"So, go." She says, looking me square in the eye, back straightened, legs crossed.
She's drumming her fingers on the wooden surface of the table.
I really like wood;
The smell, the feel of it. The way it makes me feel.
You know that, don't you? I've wandered into places with you, drawn in purely by the smell. I'd run my fingers over furniture, and I always say the same thing,
"You know, I absolutely love wood."
She clears her throat and I look up, startled, to see her staring at me, waiting.

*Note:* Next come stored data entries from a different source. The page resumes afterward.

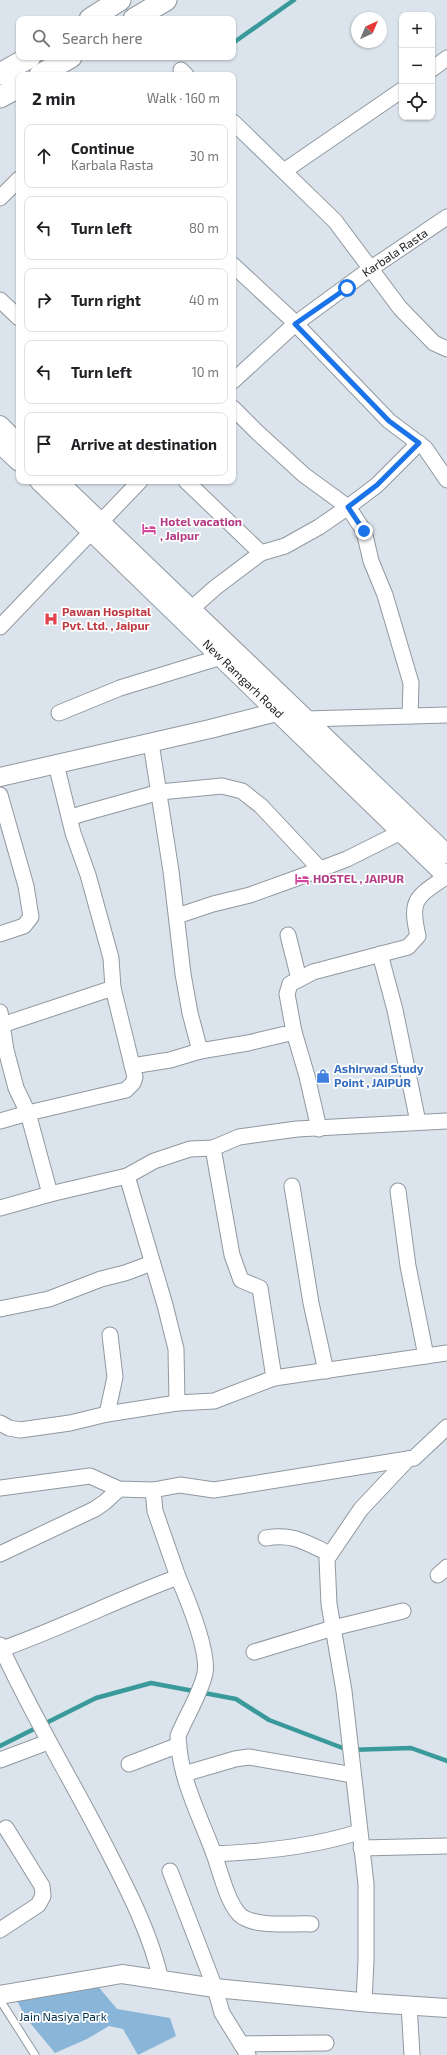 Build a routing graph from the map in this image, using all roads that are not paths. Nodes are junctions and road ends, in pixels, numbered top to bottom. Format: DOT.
graph roads {
  1 [pos="120,0"];
  2 [pos="166,0"];
  3 [pos="95,16"];
  4 [pos="139,16"];
  5 [pos="447,58"];
  6 [pos="59,60"];
  7 [pos="435,66"];
  8 [pos="33,67"];
  9 [pos="2,69"];
  10 [pos="16,89"];
  11 [pos="399,92"];
  12 [pos="0,97"];
  13 [pos="236,125"];
  14 [pos="284,171"];
  15 [pos="447,217"];
  16 [pos="236,268"];
  17 [pos="370,269"];
  18 [pos="0,300"];
  19 [pos="16,315"];
  20 [pos="295,324"];
  21 [pos="447,349"];
  22 [pos="236,378"];
  23 [pos="236,411"];
  24 [pos="0,425"];
  25 [pos="16,441"];
  26 [pos="419,443"];
  27 [pos="0,444"];
  28 [pos="16,459"];
  29 [pos="447,480"];
  30 [pos="43,484"];
  31 [pos="60,484"];
  32 [pos="137,484"];
  33 [pos="189,484"];
  34 [pos="348,507"];
  35 [pos="95,526"];
  36 [pos="261,553"];
  37 [pos="191,609"];
  38 [pos="0,627"];
  39 [pos="221,657"];
  40 [pos="277,712"];
  41 [pos="59,713"];
  42 [pos="447,715"];
  43 [pos="410,716"];
  44 [pos="306,719"];
  45 [pos="151,743"];
  46 [pos="56,764"];
  47 [pos="0,777"];
  48 [pos="160,792"];
  49 [pos="0,795"];
  50 [pos="70,820"];
  51 [pos="401,832"];
  52 [pos="447,854"];
  53 [pos="320,869"];
  54 [pos="447,876"];
  55 [pos="177,916"];
  56 [pos="0,934"];
  57 [pos="288,935"];
  58 [pos="380,954"];
  59 [pos="298,979"];
  60 [pos="113,988"];
  61 [pos="1,1018"];
  62 [pos="294,1032"];
  63 [pos="200,1050"];
  64 [pos="132,1066"];
  65 [pos="28,1113"];
  66 [pos="0,1121"];
  67 [pos="447,1121"];
  68 [pos="418,1122"];
  69 [pos="318,1128"];
  70 [pos="213,1148"];
  71 [pos="127,1176"];
  72 [pos="292,1186"];
  73 [pos="398,1191"];
  74 [pos="50,1194"];
  75 [pos="0,1208"];
  76 [pos="152,1263"];
  77 [pos="0,1309"];
  78 [pos="110,1335"];
  79 [pos="447,1353"];
  80 [pos="426,1356"];
  81 [pos="326,1371"];
  82 [pos="274,1378"];
  83 [pos="177,1403"];
  84 [pos="107,1414"];
  85 [pos="0,1423"];
  86 [pos="444,1435"];
  87 [pos="408,1459"];
  88 [pos="0,1488"];
  89 [pos="118,1488"];
  90 [pos="153,1490"];
  91 [pos="266,1538"];
  92 [pos="0,1554"];
  93 [pos="330,1554"];
  94 [pos="178,1576"];
  95 [pos="403,1611"];
  96 [pos="333,1628"];
  97 [pos="1,1647"];
  98 [pos="254,1652"];
  99 [pos="47,1739"];
  100 [pos="179,1745"];
  101 [pos="0,1760"];
  102 [pos="129,1764"];
  103 [pos="352,1771"];
  104 [pos="184,1774"];
  105 [pos="6,1828"];
  106 [pos="359,1832"];
  107 [pos="447,1846"];
  108 [pos="361,1848"];
  109 [pos="214,1854"];
  110 [pos="170,1871"];
  111 [pos="311,1924"];
  112 [pos="0,1930"];
  113 [pos="161,1980"];
  114 [pos="215,1988"];
  115 [pos="0,1995"];
  116 [pos="0,2000"];
  117 [pos="364,2002"];
  118 [pos="409,2006"];
  119 [pos="447,2008"];
  120 [pos="326,2043"];
  121 [pos="245,2049"];
  122 [pos="35,2055"];
  123 [pos="412,2055"];
  1 -- 3 [label="main road"];
  2 -- 4 [label="main road"];
  5 -- 7 [label="street"];
  6 -- 8 [label="main road"];
  8 -- 9 [label="main road"];
  10 -- 12 [label="main road"];
  11 -- 14 [label="street"];
  13 -- 14 [label="street"];
  14 -- 17 [label="street"];
  15 -- 17 [label="street, Karbala Rasta"];
  16 -- 20 [label="street"];
  17 -- 20 [label="street, Karbala Rasta"];
  17 -- 21 [label="street"];
  18 -- 19 [label="street"];
  20 -- 22 [label="street, Karbala Rasta"];
  20 -- 26 [label="street"];
  23 -- 34 [label="street"];
  24 -- 25 [label="street"];
  26 -- 29 [label="street"];
  26 -- 34 [label="street"];
  27 -- 28 [label="street"];
  30 -- 35 [label="street, New Ramgarh Road"];
  31 -- 35 [label="street, New Ramgarh Road"];
  32 -- 35 [label="street"];
  33 -- 36 [label="street"];
  34 -- 36 [label="street"];
  34 -- 43 [label="street"];
  35 -- 37 [label="street, New Ramgarh Road"];
  35 -- 38 [label="street"];
  35 -- 39 [label="street, New Ramgarh Road"];
  36 -- 37 [label="street"];
  37 -- 44 [label="street, New Ramgarh Road"];
  39 -- 40 [label="street, New Ramgarh Road"];
  39 -- 41 [label="street"];
  40 -- 44 [label="street"];
  40 -- 45 [label="street"];
  40 -- 51 [label="street, New Ramgarh Road"];
  42 -- 43 [label="street"];
  43 -- 44 [label="street"];
  44 -- 52 [label="street, New Ramgarh Road"];
  45 -- 46 [label="street"];
  45 -- 48 [label="street"];
  46 -- 47 [label="street"];
  46 -- 50 [label="street"];
  48 -- 50 [label="street"];
  48 -- 53 [label="street"];
  48 -- 55 [label="street"];
  49 -- 56 [label="street"];
  50 -- 60 [label="street"];
  51 -- 53 [label="street"];
  51 -- 54 [label="street, New Ramgarh Road"];
  53 -- 55 [label="street"];
  54 -- 58 [label="street"];
  55 -- 63 [label="street"];
  57 -- 59 [label="street"];
  58 -- 59 [label="street"];
  58 -- 68 [label="street"];
  59 -- 62 [label="street"];
  60 -- 61 [label="street"];
  60 -- 64 [label="street"];
  61 -- 65 [label="street"];
  62 -- 63 [label="street"];
  62 -- 69 [label="street"];
  63 -- 64 [label="street"];
  64 -- 65 [label="street"];
  65 -- 66 [label="street"];
  65 -- 74 [label="street"];
  67 -- 68 [label="street"];
  68 -- 69 [label="street"];
  69 -- 70 [label="street"];
  70 -- 71 [label="street"];
  70 -- 82 [label="street"];
  71 -- 74 [label="street"];
  71 -- 76 [label="street"];
  72 -- 81 [label="street"];
  73 -- 80 [label="street"];
  74 -- 75 [label="street"];
  76 -- 77 [label="street"];
  76 -- 83 [label="street"];
  78 -- 84 [label="street"];
  79 -- 80 [label="street"];
  80 -- 81 [label="street"];
  81 -- 82 [label="street"];
  82 -- 83 [label="street"];
  83 -- 84 [label="street"];
  84 -- 85 [label="street"];
  86 -- 87 [label="street"];
  87 -- 90 [label="street"];
  87 -- 93 [label="street"];
  88 -- 89 [label="street"];
  89 -- 90 [label="street"];
  89 -- 92 [label="street"];
  90 -- 94 [label="street"];
  91 -- 93 [label="street"];
  93 -- 96 [label="street"];
  94 -- 97 [label="street"];
  94 -- 100 [label="street"];
  95 -- 96 [label="street"];
  96 -- 98 [label="street"];
  96 -- 103 [label="street"];
  97 -- 99 [label="street"];
  99 -- 101 [label="street"];
  99 -- 113 [label="street"];
  100 -- 102 [label="street"];
  100 -- 104 [label="street"];
  103 -- 104 [label="street"];
  103 -- 106 [label="street"];
  104 -- 109 [label="street"];
  105 -- 112 [label="street"];
  106 -- 108 [label="street"];
  106 -- 109 [label="street"];
  107 -- 108 [label="street"];
  108 -- 117 [label="street"];
  109 -- 111 [label="street"];
  110 -- 114 [label="street"];
  113 -- 114 [label="street"];
  113 -- 115 [label="street"];
  114 -- 117 [label="street"];
  114 -- 121 [label="street"];
  116 -- 122 [label="lane"];
  117 -- 118 [label="street"];
  118 -- 119 [label="street"];
  118 -- 123 [label="street"];
  120 -- 121 [label="street"];
}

"I, uhm" Faltering, I take the tiniest step backwards.
"You can't, can you now?" Her tone has softened, and she leans back to light herself a Menthol Light. "I'd say I told you so, but," she sighs, tapping her cigarette against the hand-painted clay dish she uses as an ashtray, "if I got a dollar for every time I said that, I'd be able to get me a year's supply of these-" raises an eyebrow at the neat little roll of paper between her fingers.
My eyes follow the odd little patterns in the carpeted floor, refusing to rummage through my tangle of thoughts and give her the answers she's probing for.
The room's gone cold, and I realize with a start, that she's got all the time in the world. She would have absolutely no qualms with waiting me out, just for my bloody answers.
"I," I begin, stop and breathe, try again.
"I, don't know what to feel."
"But how does it feel, right now?"
I shoot her a puzzled look, taste the words on my tongue before repeating myself, slowly.
"Good God!" She snaps, "I'm not a half-baked moron you twit, I understood what you said the first time. I'm asking how.this.feels." She reaches for another smoke, fidgets with it instead of lighting up, and waits for my answer.
"I, uh." She nods and I focus my eyes on the plant behind her, pretend that I can count the veins on each leaf.
"Well this, whatever this is- bits of it are a tiny bit painful, and sometimes, a tad hard to swallow." She pushes her box of Menthol Lights across the mahogany table, toward me, sets her box of matches in the middle of the box.
I give the smallest shake of my head, my right thumb tracing circles on the back of my left hand.
"It's a bit painful, but I'm not in a position to feel. At least," I pause, shifting my weight from one foot to the other,
"I don't think I was supposed to."
"And how might you feel about that?" She asks me, tapping her unlit cigarette against the edge of her table.
"Like...Like it's really my fault," I pause as she raises her eyebrows at me.
"For, y'know," I breathe, "feeling too much."
She reaches for her box of matches, strikes one and raises it up to the cigarette resting between her lips. Waving the match to extinguish the flame, she tosses it into the ashtray, and leans back in her chair to inhale.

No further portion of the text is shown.